Putting social circumstances aside for the moment (which may appear as one abstraction too far), what’s the essential difference between “normal” sex and sex with a prostitute? Normal sex involves reciprocal sexual desire whereas prostituted sex does not. It’s this deceptively simple yet fundamental difference which has such profound repercussions for our understanding of sex and sexual relations. The reason that many people have an aversion to prostitution is not so much because it's sleazy (for some this would be one of its attractions) but rather because it’s selfish (previously I wrote "inauthentic" - see the comments). And by this I mean that the desire involved is a one way street: its not reciprocal, simply consensual. Sex and sexual desire should never have to be measured against something as prosaic as consent. Consent is a nadir not a zenith; it’s a bare minimum; the lowest possible denominator below which is nothing but rape.
I think we need to make an extremely important distinction between two radically different kinds of sexual desire: reciprocal desire and rapacious desire. Reciprocal desire gives itself actively and freely and with one condition: that this desire is shared, whereas rapacious desire is a predatory desire distinct from lust by being particularly self-serving rather than simply impassioned.
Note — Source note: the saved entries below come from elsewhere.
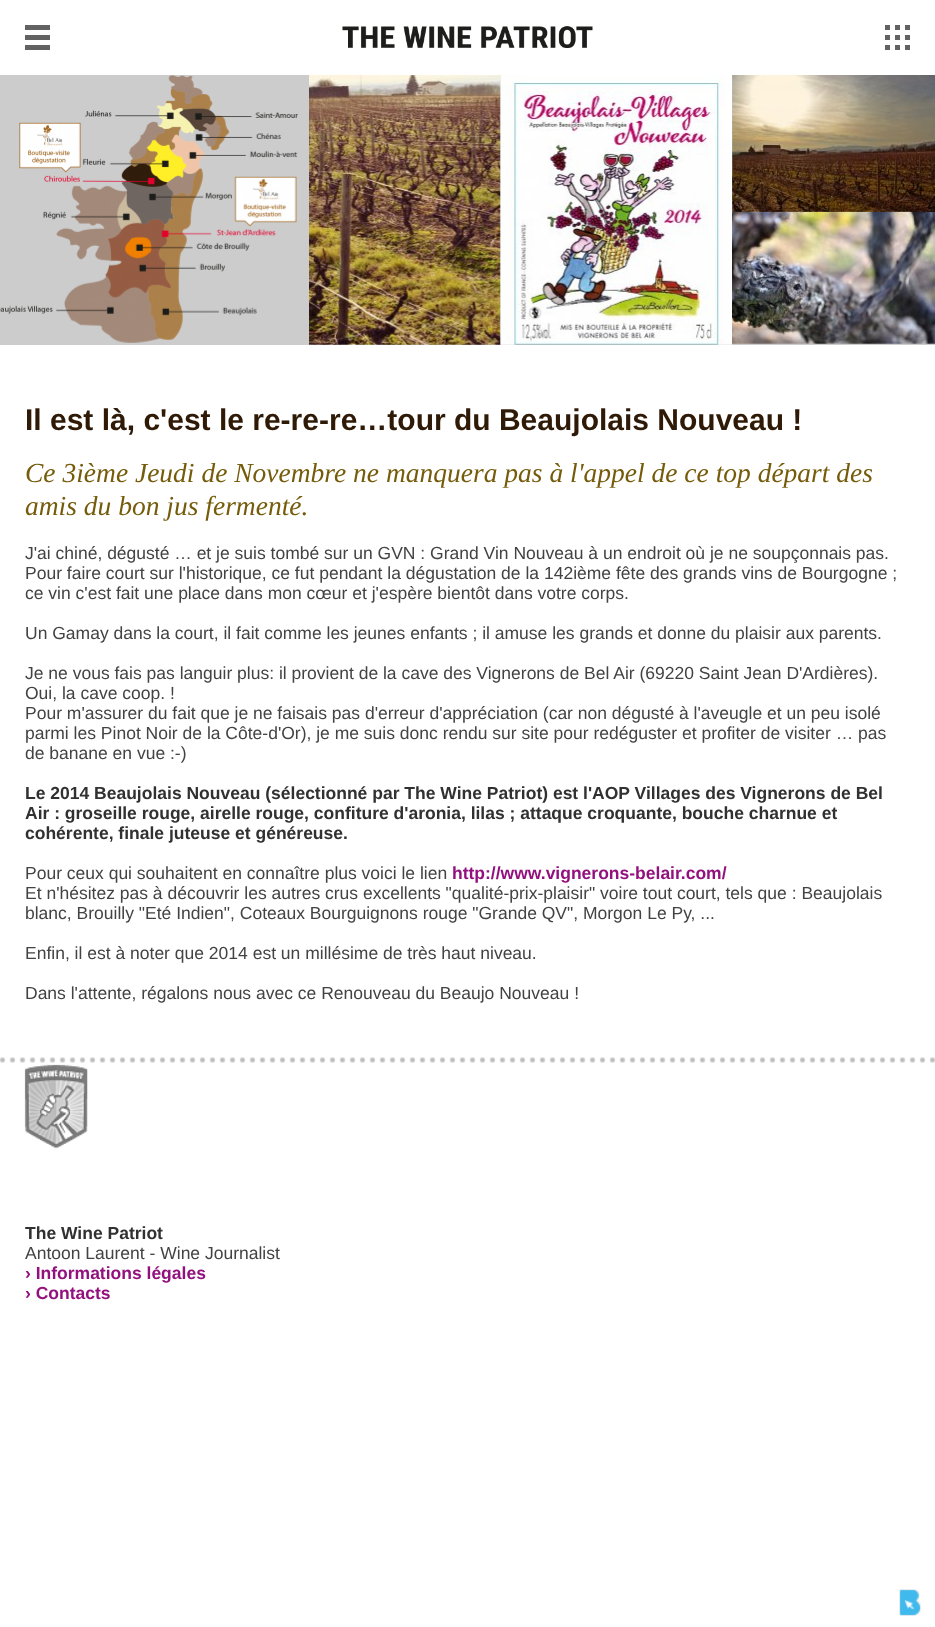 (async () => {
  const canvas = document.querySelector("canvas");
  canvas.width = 935;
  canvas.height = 1627;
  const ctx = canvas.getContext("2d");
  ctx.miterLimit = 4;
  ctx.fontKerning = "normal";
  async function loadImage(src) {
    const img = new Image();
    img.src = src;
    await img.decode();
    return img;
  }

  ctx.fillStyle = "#ffffff";
  ctx.fillRect(0, 0, 935, 1627);
  ctx.drawImage(await loadImage("img/1.png"), 25, 25, 25, 25);
  ctx.drawImage(await loadImage("img/2.png"), 342, 26, 251, 22);
  ctx.drawImage(await loadImage("img/3.png"), 885, 25, 25, 25);
  ctx.fillStyle = "#cccccc";
  ctx.fillRect(0, 75, 935, 270);
  ctx.drawImage(await loadImage("img/4.png"), 0, 75, 298, 268);
  ctx.drawImage(await loadImage("img/5.png"), 309, 75, 192, 270);
  ctx.drawImage(await loadImage("img/6.png"), 500, 75, 232, 270);
  ctx.drawImage(await loadImage("img/8.png"), 732, 173, 203, 171);
  ctx.drawImage(await loadImage("img/7.png"), 732, 75, 203, 137);
  ctx.drawImage(await loadImage("img/9.png"), 0, 1057, 935, 6);
  ctx.drawImage(await loadImage("img/10.png"), 24, 1064, 64, 85);
  ctx.drawImage(await loadImage("img/11.png"), 899, 1589, 22, 27);
  ctx.font = "bold 30px Liberation Sans";
  ctx.fillStyle = "#2e1a06";
  ctx.fillText("Il est là, c'est le re-re-re…tour du Beaujolais Nouveau !", 25, 430);
  ctx.font = "italic 27.5px Liberation Serif";
  ctx.fillStyle = "#755b0a";
  ctx.fillText("Ce 3ième Jeudi de Novembre ne manquera pas à l'appel de ce top départ des", 25, 482);
  ctx.fillText("amis du bon jus fermenté.", 25, 515);
  ctx.font = "17.5px Liberation Sans";
  ctx.fillStyle = "#434343";
  for (const [text, x, y] of [
    ["J'ai chiné, dégusté … et je suis tombé sur un GVN : Grand Vin Nouveau à un endroit où je ne soupçonnais pas.", 25, 559],
    ["Pour faire court sur l'historique, ce fut pendant la dégustation de la 142ième fête des grands vins de Bourgogne ;", 25, 579],
    ["ce vin c'est fait une place dans mon cœur et j'espère bientôt dans votre corps.", 25, 599],
    ["Un Gamay dans la court, il fait comme les jeunes enfants ; il amuse les grands et donne du plaisir aux parents.", 25, 639],
    ["Je ne vous fais pas languir plus: il provient de la cave des Vignerons de Bel Air (69220 Saint Jean D'Ardières).", 25, 679],
    ["Oui, la cave coop. !", 25, 699],
    ["Pour m'assurer du fait que je ne faisais pas d'erreur d'appréciation (car non dégusté à l'aveugle et un peu isolé", 25, 719],
    ["parmi les Pinot Noir de la Côte-d'Or), je me suis donc rendu sur site pour redéguster et profiter de visiter … pas", 25, 739],
    ["de banane en vue :-)", 25, 759],
  ]) {
    ctx.fillText(text, x, y);
  }
  ctx.font = "bold 17.5px Liberation Sans";
  ctx.fillStyle = "#313131";
  for (const [text, x, y] of [
    ["Le 2014 Beaujolais Nouveau (sélectionné par The Wine Patriot) est l'AOP Villages des Vignerons de Bel", 25, 799],
    ["Air : groseille rouge, airelle rouge, confiture d'aronia, lilas ; attaque croquante, bouche charnue et", 25, 819],
    ["cohérente, finale juteuse et généreuse.", 25, 839],
  ]) {
    ctx.fillText(text, x, y);
  }
  ctx.font = "17.5px Liberation Sans";
  ctx.fillStyle = "#434343";
  ctx.fillText("Pour ceux qui souhaitent en connaître plus voici le lien", 25, 879);
  ctx.font = "bold 17.5px Liberation Sans";
  ctx.fillStyle = "#93117e";
  ctx.fillText("http://www.vignerons-belair.com/", 452, 879);
  ctx.font = "17.5px Liberation Sans";
  ctx.fillStyle = "#434343";
  for (const [text, x, y] of [
    ["Et n'hésitez pas à découvrir les autres crus excellents \"qualité-prix-plaisir\" voire tout court, tels que : Beaujolais", 25, 899],
    ["blanc, Brouilly \"Eté Indien\", Coteaux Bourguignons rouge \"Grande QV\", Morgon Le Py, ...", 25, 919],
    ["Enfin, il est à noter que 2014 est un millésime de très haut niveau.", 25, 959],
    ["Dans l'attente, régalons nous avec ce Renouveau du Beaujo Nouveau !", 25, 999],
  ]) {
    ctx.fillText(text, x, y);
  }
  ctx.font = "bold 17.5px Liberation Sans";
  ctx.fillStyle = "#313131";
  ctx.fillText("The Wine Patriot", 25, 1239);
  ctx.font = "17.5px Liberation Sans";
  ctx.fillStyle = "#434343";
  ctx.fillText("Antoon Laurent - Wine Journalist", 25, 1259);
  ctx.font = "bold 17.5px Liberation Sans";
  ctx.fillStyle = "#93117e";
  ctx.fillText("› Informations légales", 25, 1279);
  ctx.fillText("› Contacts", 25, 1299);
})();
Rapacious desire treats others as things; as means to an end; as objects. Rapacious desire is exactly the self-interested pursuit of consumption which Sandel spoke of above and we need to be extremely vigilant about how and why we might wish to cater to this desire.
For this reason I disagree with the “Making Sex Work” video. I realize that the situation is deeply complex with far too many conflicting agendas to cover in a blog post, but of all the current ways of dealing with this morass of opinion and argument I think the Swedish Model is by far the most rational: decriminalize prostitution and support and provide legal protection for prostitutes but criminalize the users of prostitution. Target rapacious desire.
There’s a world of difference between the freedom of expression and the freedom to be abused.